Check if double or floating point number is within Flutter supported limits


I use the following method to determine if a user-input value is actually a double (floating point) number. This has been working well in what I meant it for originally. Now I am thinking of probably expanding the method to check if the floating point number input by user is within the range of Floating-point numbers supported by Flutter so as to avoid any crashes/freezes of my app on such input.
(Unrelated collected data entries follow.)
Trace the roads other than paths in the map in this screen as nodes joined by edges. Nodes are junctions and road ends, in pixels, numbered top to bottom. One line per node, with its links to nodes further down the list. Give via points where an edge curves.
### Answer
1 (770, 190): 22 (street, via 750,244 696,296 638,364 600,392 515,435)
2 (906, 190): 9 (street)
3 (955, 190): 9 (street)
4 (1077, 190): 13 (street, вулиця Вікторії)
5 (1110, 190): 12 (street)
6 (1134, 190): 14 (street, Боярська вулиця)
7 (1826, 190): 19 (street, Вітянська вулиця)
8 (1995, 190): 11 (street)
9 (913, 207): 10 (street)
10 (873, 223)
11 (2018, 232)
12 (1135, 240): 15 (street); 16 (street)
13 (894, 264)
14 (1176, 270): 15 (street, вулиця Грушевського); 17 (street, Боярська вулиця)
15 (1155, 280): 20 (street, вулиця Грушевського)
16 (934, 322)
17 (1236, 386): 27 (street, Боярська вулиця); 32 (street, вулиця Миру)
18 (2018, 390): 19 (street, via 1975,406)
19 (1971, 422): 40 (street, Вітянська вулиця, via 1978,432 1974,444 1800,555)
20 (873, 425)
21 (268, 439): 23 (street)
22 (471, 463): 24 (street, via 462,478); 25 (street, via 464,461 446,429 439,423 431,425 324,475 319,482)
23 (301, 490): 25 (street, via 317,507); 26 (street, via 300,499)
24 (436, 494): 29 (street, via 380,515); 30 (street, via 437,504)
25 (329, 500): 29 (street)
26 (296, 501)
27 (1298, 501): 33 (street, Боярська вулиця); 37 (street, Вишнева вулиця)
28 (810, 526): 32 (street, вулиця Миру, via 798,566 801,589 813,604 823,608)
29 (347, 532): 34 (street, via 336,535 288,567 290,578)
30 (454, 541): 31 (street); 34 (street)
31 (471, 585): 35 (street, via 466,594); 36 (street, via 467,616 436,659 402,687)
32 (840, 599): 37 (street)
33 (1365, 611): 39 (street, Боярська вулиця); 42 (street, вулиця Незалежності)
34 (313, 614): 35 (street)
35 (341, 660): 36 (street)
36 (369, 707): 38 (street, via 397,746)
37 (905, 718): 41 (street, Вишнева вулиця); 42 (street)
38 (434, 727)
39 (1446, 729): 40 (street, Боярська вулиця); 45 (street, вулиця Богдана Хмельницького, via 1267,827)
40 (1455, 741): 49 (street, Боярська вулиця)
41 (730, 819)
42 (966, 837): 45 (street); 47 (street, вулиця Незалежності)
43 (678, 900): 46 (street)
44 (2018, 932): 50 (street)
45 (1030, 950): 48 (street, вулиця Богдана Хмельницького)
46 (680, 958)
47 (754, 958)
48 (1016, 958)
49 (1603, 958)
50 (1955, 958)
Question: Is the following method enough, already, to catch such exceptions? If not, please point to comprehensive resources clearly stating the range lowest to highest allowed floating point number in Flutter as the resources I found were not clear. I manually tested by appending a 101 (one hundred and one only) zeros to 1 i.e. 1.0e+101 without any error which is probably higher than any number my app is intended to process.

Code for my method:

bool is_double_input(String str) {
  double a = 0.0;
  int exception_caught = 0;
  try {
    a = double.parse(str);
  } catch (e) {
    exception_caught++;
  } finally {
    if (exception_caught == 0) {
      return true;
    } else {
      return false;
    }
  }
}

UPDATE 01: I manually tested by appending a 308 zeros to 1 i.e. 1.0e+308 without any error, but on 309th trailing zero the result of displaying double.toString(); results in displaying infinity instead of 1.0e+309 . I still don't know what/how to conclude.


Solution

  • First, you shouldn't have catch clauses that catch everything since such clauses will catch logical (programming) error such as assertion failures. If you want to handle failure from double.parse, you should explicitly catch FormatException. But really you instead should use double.tryParse.

    As you've empirically shown, you can't rely on double.parse/double.tryParse to fail when parsing a string that represents a number outside the range of an IEEE-754 double-precision floating-point number. If you just care that the number is finite and within the minimum and maximum finite values, you can do:

    bool is_double_input(String str) => (double.tryParse(str)?.isFinite) ?? false;
    

    Note that that won't tell you if value underflows (i.e., if it's too close to 0 to be representable as a double), but you might not care about that case.

    Also note that that does not distinguish between syntactically valid floating-point literals that are outside the range of double and invalid syntax. If you care to make the distinction, then you should check the result of double.tryParse separately from checking isFinite.